I was always passionate about sports in school, and it has been something which makes me very happy about. I also had the desire to start up something on my own. I came to realize that I had to pursue my passion and personal interests. Basically, I am a management graduate from IIM, Ahmedabad. I have the basic knowledge of every Sports Science field, but I haven’t specialized in any in particular. At present, along with running the company, I double as a High-Performance Manager, coordinating the work of our experts with athletes. Therefore, I like to be in touch with all the fields in Sports Sciences.
What are some of the challenges you face in this career?
The awareness about Sports Sciences among athletes and players in India is very low. Most players, despite their best intentions and efforts, are following unscientific methods, hoping that the more they compete, the better they get. Most of our struggle has been in educating people on what is the right method to train and what is scientific for the long term. Most of the approach applied in Indian Sport today is unfortunately short-term oriented.
Another challenge is the financial sustenance. People entering this field must be aware of and prepared to face the first few years when they can only expect to earn enough to sustain.
From Sporting Ethos, we regularly reach out to schools and colleges and talk to them about career opportunities in Sports Sciences, because there’s a huge demand for these qualified experts in our country. There are only about 30-35 certified Strength and Conditioning trainers and about 15 Sports Psychologists and Sports Nutritionist each, in our country. We need a lot more students to opt for these careers in order to make Indian sports better.
How many years does it take to settle down in this career?
This also depends on what field of Sport Sciences they’re interested in. On average, consider 3-4 years of Undergraduate and 2 years of Master’s degree courses, so it would take about 4 to 6 years to enter the workforce. Certifications may vary between 5-6 months and 2 years, depending on what the subject is. Once they start working, they can also keep upgrading themselves based on the current methods.
Does this career offer a good work-life balance?
Yes. It does. In our centre, it’s mostly a 9-hour day for 6 days a week, which includes dedicating considerable time to improve our processes and innovate different ways to get the message. It is not a conventional job, but you will have job satisfaction. In comparison to a management or engineering professional, you may be working a few more hours, yet you will feel satisfied here.
What is your advice to students interested in the Sports Sciences field?
Make sure you know that you want to do this, that you are very passionate about this field. Or else, you’ll burn out. Day after day, you will tell clients the same thing, but they don’t listen, which might lead to demotivation. It’s also important to be aware of the financial aspect. However, the truth is that there’s a huge demand for these professionals. About 3-4 lakh Indian athletes need Sports Science experts in the order of 1000s. A lot of people from abroad are also showing interest in our training. So, things are looking good for the future.

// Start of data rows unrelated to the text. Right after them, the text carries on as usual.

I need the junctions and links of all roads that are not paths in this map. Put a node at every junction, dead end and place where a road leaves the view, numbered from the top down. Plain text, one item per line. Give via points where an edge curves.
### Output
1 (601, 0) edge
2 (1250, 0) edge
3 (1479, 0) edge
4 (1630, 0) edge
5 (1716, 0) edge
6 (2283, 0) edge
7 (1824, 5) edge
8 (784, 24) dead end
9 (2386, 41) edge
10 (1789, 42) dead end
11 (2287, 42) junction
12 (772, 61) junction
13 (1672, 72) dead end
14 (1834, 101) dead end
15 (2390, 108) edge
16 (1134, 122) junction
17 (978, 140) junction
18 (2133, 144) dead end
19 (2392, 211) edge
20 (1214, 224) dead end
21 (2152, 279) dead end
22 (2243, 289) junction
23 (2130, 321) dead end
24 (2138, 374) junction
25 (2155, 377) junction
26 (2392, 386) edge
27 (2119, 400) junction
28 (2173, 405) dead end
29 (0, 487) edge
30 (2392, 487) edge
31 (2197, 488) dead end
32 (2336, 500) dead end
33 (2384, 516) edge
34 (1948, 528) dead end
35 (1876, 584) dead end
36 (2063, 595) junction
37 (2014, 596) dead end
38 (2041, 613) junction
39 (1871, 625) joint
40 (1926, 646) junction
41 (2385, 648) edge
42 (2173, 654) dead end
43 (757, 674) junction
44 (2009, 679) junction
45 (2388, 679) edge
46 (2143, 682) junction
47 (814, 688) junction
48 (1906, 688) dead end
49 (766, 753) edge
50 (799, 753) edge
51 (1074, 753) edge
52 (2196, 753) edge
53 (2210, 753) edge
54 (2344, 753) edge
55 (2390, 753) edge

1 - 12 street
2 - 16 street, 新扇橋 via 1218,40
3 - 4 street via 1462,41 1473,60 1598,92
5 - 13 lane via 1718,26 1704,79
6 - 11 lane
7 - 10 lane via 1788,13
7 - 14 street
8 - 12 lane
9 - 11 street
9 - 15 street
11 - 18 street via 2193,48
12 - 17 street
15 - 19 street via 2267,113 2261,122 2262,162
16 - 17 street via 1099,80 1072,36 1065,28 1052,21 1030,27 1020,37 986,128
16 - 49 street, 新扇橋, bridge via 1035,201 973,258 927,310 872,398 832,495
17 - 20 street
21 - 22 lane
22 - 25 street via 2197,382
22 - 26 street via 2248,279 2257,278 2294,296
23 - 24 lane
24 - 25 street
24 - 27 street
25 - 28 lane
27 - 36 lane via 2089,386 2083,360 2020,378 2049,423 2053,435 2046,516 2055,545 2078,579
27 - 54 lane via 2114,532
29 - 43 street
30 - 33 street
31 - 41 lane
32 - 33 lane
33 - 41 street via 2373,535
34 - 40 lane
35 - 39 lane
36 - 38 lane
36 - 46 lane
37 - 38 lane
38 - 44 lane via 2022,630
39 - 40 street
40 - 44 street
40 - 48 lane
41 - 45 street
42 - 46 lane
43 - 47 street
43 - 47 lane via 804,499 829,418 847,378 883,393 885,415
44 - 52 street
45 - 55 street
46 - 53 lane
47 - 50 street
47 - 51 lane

Can you share a few words on your mentors?
During college, we tend to look up to our professors for mentorship. I have a few mentors who are industry professionals with the technical know-how and people in the management of different sports companies who have the perspective of the clients. It is always important to know what the clients, athletes, coaches and parents, want and deliver. It is not sufficient to do just what you want to do.
From the business point of view, a professor from IIM, Ahmedabad, has been an important mentor for me. He is also a very successful entrepreneur and motivator for a number of IIM graduates turning entrepreneurs. For this particular field of Sports Sciences, I was lucky to have as a mentor one of the senior-most Sports Physicians in the country. He is a retired head of the department in the National Institute of Sports Sciences in Patiala. He has been encouraging us right from the beginning and giving us counsel and guidance regularly.